# DIRECTIONS
In the material below, find each line that contains the word "dead" and copy it.

○ ○ ○ ○

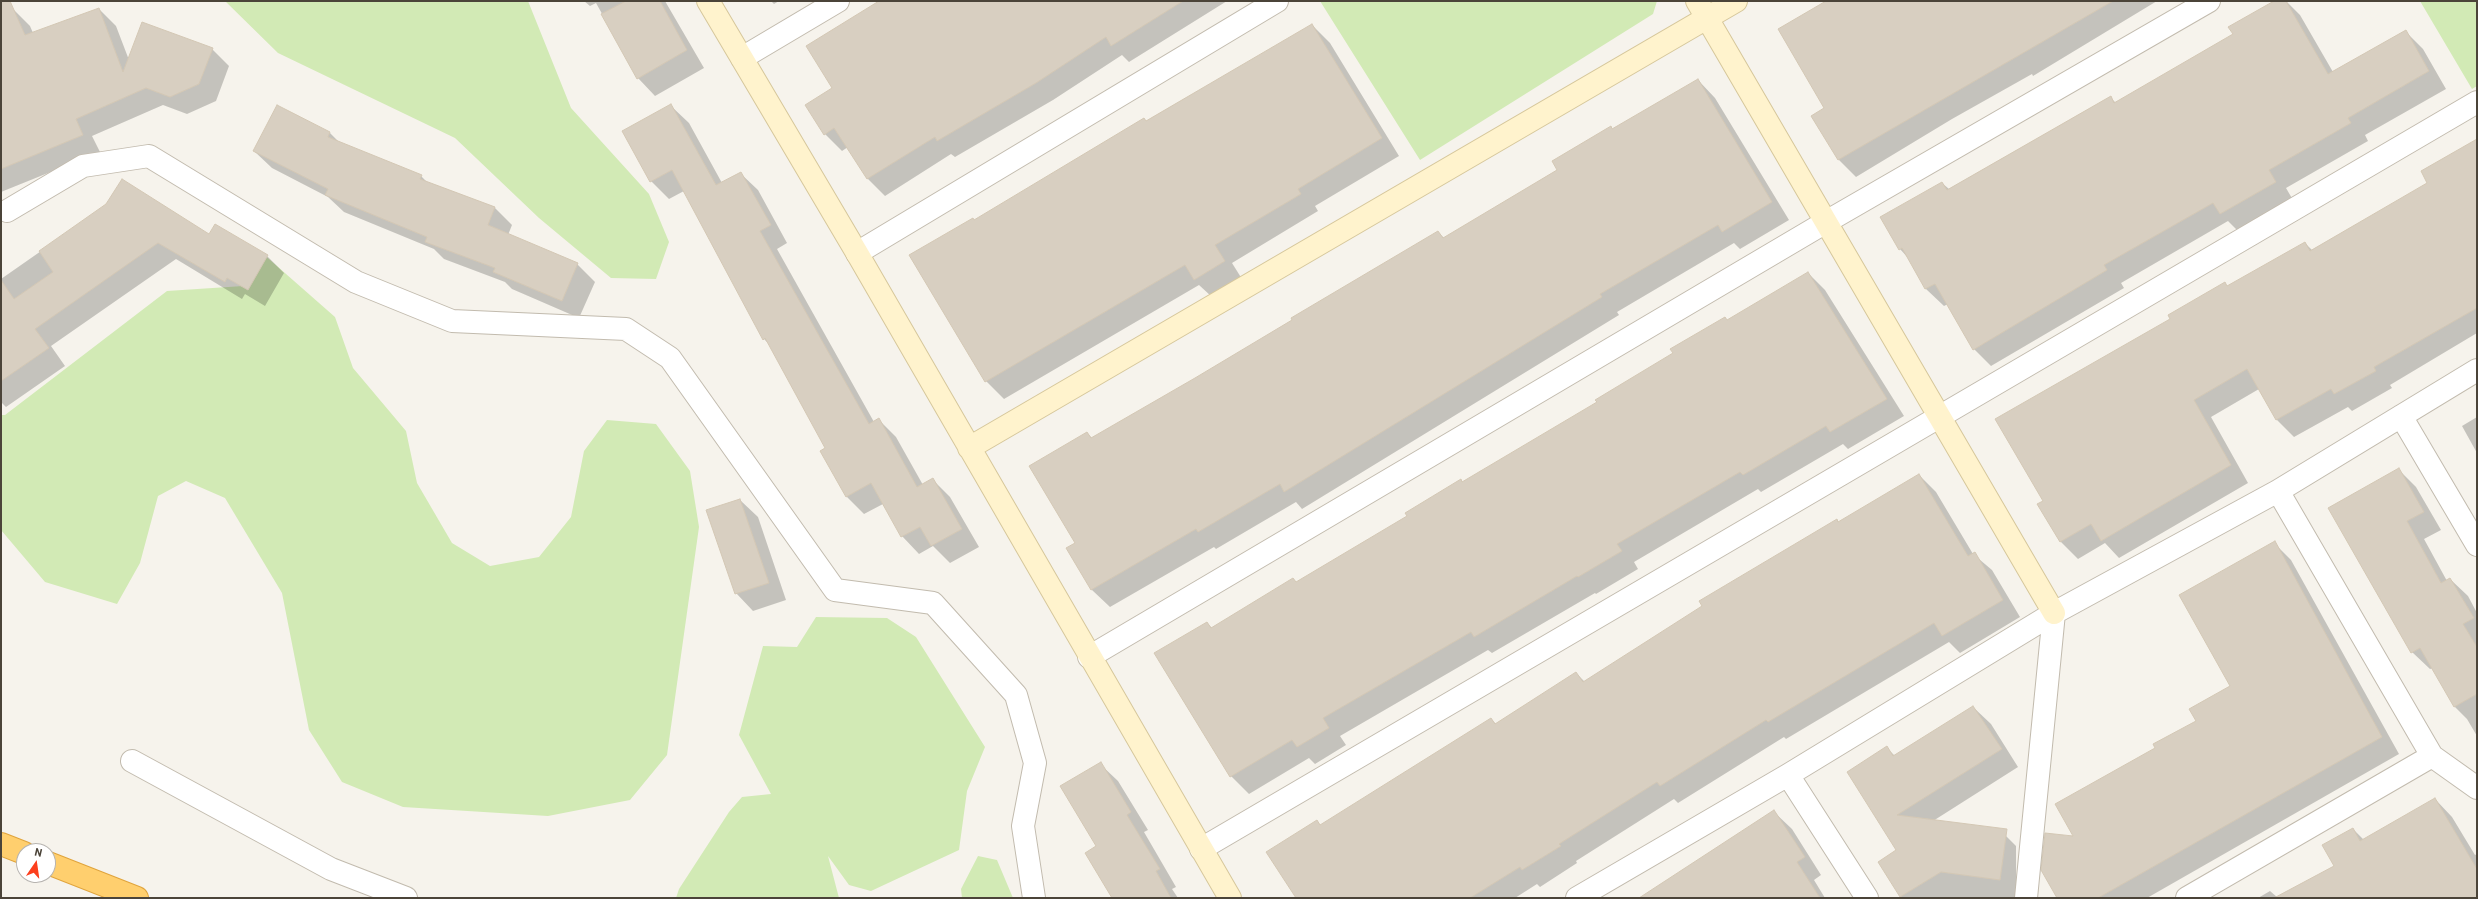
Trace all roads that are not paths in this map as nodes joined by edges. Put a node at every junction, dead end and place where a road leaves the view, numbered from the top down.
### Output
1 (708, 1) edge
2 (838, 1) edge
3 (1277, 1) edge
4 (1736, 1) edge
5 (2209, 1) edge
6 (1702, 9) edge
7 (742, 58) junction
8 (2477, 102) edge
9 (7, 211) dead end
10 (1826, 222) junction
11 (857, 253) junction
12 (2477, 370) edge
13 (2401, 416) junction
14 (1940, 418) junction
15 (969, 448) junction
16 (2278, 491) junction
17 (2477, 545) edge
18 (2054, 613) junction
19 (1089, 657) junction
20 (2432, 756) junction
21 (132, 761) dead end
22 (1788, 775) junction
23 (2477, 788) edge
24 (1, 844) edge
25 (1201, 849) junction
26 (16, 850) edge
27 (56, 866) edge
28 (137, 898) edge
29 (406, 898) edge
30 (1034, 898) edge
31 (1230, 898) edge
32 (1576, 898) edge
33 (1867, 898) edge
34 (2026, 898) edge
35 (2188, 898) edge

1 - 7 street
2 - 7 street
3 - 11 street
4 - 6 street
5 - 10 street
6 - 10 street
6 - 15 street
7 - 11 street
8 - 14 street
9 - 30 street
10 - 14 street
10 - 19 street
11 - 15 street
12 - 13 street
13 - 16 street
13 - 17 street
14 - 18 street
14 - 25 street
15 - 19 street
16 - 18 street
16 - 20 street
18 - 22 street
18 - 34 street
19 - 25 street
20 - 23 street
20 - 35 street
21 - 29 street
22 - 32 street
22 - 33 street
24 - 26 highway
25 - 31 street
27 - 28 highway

○ ○ ○ ○

# ANSWER
Trace all roads that are not paths in this map as nodes joined by edges. Put a node at every junction, dead end and place where a road leaves the view, numbered from the top down.
9 (7, 211) dead end
21 (132, 761) dead end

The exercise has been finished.